→ **Requirement**
For the word "Niekerk", return each line of the data in which it occurs.

→ **Information**
____________

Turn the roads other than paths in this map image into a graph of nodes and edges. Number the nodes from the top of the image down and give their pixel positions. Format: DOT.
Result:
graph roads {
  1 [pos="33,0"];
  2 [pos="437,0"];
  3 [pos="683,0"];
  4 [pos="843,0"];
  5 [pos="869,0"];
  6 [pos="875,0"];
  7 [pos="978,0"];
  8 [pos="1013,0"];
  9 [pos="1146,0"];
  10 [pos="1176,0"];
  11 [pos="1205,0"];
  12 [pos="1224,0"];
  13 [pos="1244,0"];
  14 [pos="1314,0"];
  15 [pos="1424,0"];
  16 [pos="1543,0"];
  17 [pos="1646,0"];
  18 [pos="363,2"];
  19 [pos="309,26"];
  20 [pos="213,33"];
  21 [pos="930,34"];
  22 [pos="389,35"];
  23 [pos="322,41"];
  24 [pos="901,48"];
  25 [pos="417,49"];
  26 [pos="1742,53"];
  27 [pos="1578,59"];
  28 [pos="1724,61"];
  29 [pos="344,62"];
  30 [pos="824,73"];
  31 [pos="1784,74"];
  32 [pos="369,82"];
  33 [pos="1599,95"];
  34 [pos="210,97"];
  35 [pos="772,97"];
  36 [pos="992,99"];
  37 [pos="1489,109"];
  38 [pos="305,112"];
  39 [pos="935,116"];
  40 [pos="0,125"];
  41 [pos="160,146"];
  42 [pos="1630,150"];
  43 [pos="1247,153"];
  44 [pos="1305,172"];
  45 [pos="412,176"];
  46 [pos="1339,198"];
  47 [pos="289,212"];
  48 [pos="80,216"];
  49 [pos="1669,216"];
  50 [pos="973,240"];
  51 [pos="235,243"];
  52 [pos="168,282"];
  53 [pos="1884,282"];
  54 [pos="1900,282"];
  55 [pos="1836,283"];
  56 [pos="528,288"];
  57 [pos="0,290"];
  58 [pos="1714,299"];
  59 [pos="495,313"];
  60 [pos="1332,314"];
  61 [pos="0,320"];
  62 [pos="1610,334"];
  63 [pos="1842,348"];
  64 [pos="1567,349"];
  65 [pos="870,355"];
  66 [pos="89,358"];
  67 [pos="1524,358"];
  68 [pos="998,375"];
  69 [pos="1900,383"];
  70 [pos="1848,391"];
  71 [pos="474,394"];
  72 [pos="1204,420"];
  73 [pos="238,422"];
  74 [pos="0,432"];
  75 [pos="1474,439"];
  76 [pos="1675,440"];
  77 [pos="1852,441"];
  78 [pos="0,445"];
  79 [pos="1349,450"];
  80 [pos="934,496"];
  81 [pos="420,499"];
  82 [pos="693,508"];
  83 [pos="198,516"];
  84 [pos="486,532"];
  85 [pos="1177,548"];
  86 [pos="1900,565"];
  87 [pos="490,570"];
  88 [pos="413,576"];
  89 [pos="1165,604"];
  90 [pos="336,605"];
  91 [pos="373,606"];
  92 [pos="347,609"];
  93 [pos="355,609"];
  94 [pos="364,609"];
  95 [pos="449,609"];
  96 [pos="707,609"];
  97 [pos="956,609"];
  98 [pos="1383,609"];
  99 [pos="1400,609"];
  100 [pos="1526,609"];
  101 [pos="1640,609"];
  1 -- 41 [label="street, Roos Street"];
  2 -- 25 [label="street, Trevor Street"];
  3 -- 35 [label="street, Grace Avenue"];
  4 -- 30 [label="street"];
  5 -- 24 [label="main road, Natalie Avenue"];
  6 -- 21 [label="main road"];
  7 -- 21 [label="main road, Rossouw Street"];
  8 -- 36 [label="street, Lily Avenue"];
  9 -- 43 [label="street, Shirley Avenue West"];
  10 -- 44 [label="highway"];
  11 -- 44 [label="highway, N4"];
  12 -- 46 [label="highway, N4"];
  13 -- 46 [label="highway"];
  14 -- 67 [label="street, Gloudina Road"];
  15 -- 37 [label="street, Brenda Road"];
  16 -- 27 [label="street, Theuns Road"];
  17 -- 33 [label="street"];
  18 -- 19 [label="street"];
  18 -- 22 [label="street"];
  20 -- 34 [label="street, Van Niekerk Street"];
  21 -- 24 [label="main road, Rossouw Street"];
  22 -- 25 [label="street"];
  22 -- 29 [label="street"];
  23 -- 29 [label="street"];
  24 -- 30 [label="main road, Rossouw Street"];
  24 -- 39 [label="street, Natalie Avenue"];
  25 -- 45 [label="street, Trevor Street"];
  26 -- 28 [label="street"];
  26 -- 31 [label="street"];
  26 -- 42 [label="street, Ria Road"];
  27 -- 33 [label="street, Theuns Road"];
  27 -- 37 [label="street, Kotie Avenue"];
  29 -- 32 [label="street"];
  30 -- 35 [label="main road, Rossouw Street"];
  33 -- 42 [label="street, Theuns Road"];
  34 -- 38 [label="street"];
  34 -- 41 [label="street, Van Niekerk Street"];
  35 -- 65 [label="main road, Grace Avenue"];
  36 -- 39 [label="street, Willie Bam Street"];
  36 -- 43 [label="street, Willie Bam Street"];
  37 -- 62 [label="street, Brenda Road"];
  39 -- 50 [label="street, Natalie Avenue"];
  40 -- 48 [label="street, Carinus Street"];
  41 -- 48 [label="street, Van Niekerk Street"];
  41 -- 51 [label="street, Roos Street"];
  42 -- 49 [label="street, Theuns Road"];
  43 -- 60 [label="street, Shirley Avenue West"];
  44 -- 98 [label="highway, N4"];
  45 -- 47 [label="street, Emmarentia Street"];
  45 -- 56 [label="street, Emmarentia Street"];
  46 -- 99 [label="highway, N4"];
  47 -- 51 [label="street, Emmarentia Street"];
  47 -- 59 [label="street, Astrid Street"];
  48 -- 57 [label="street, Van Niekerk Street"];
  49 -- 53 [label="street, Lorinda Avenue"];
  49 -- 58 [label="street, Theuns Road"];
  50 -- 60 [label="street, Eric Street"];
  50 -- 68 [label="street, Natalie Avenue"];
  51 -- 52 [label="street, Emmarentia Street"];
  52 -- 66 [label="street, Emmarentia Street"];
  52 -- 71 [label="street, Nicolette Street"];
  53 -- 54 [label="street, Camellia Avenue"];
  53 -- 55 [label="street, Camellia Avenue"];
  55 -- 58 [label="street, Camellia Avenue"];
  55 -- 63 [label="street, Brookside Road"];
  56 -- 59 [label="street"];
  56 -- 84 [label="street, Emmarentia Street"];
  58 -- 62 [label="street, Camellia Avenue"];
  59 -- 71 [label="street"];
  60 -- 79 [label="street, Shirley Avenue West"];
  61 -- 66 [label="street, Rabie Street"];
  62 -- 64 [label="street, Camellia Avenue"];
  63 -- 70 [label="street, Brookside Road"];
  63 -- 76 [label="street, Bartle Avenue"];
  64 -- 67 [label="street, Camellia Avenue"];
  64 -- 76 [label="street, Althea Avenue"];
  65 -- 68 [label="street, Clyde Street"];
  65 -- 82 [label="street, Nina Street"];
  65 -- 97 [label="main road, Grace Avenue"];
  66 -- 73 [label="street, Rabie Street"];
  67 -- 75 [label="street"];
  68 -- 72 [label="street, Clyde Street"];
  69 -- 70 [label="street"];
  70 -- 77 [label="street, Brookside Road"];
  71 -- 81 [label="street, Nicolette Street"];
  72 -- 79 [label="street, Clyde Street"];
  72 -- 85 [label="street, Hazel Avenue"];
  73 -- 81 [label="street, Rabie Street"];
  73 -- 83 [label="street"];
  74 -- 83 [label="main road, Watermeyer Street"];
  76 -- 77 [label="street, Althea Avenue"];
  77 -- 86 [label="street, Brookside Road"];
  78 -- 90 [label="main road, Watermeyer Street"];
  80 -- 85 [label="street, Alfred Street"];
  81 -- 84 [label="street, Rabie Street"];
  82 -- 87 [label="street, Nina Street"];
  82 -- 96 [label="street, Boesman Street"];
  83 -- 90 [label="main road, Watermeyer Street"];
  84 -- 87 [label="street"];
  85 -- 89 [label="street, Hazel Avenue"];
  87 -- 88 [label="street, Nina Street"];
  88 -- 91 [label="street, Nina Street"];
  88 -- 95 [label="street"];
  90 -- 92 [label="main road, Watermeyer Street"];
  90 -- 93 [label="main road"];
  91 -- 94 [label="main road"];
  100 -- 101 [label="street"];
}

____________

→ **Solution for this task**
  20 -- 34 [label="street, Van Niekerk Street"];
  34 -- 41 [label="street, Van Niekerk Street"];
  41 -- 48 [label="street, Van Niekerk Street"];
  48 -- 57 [label="street, Van Niekerk Street"];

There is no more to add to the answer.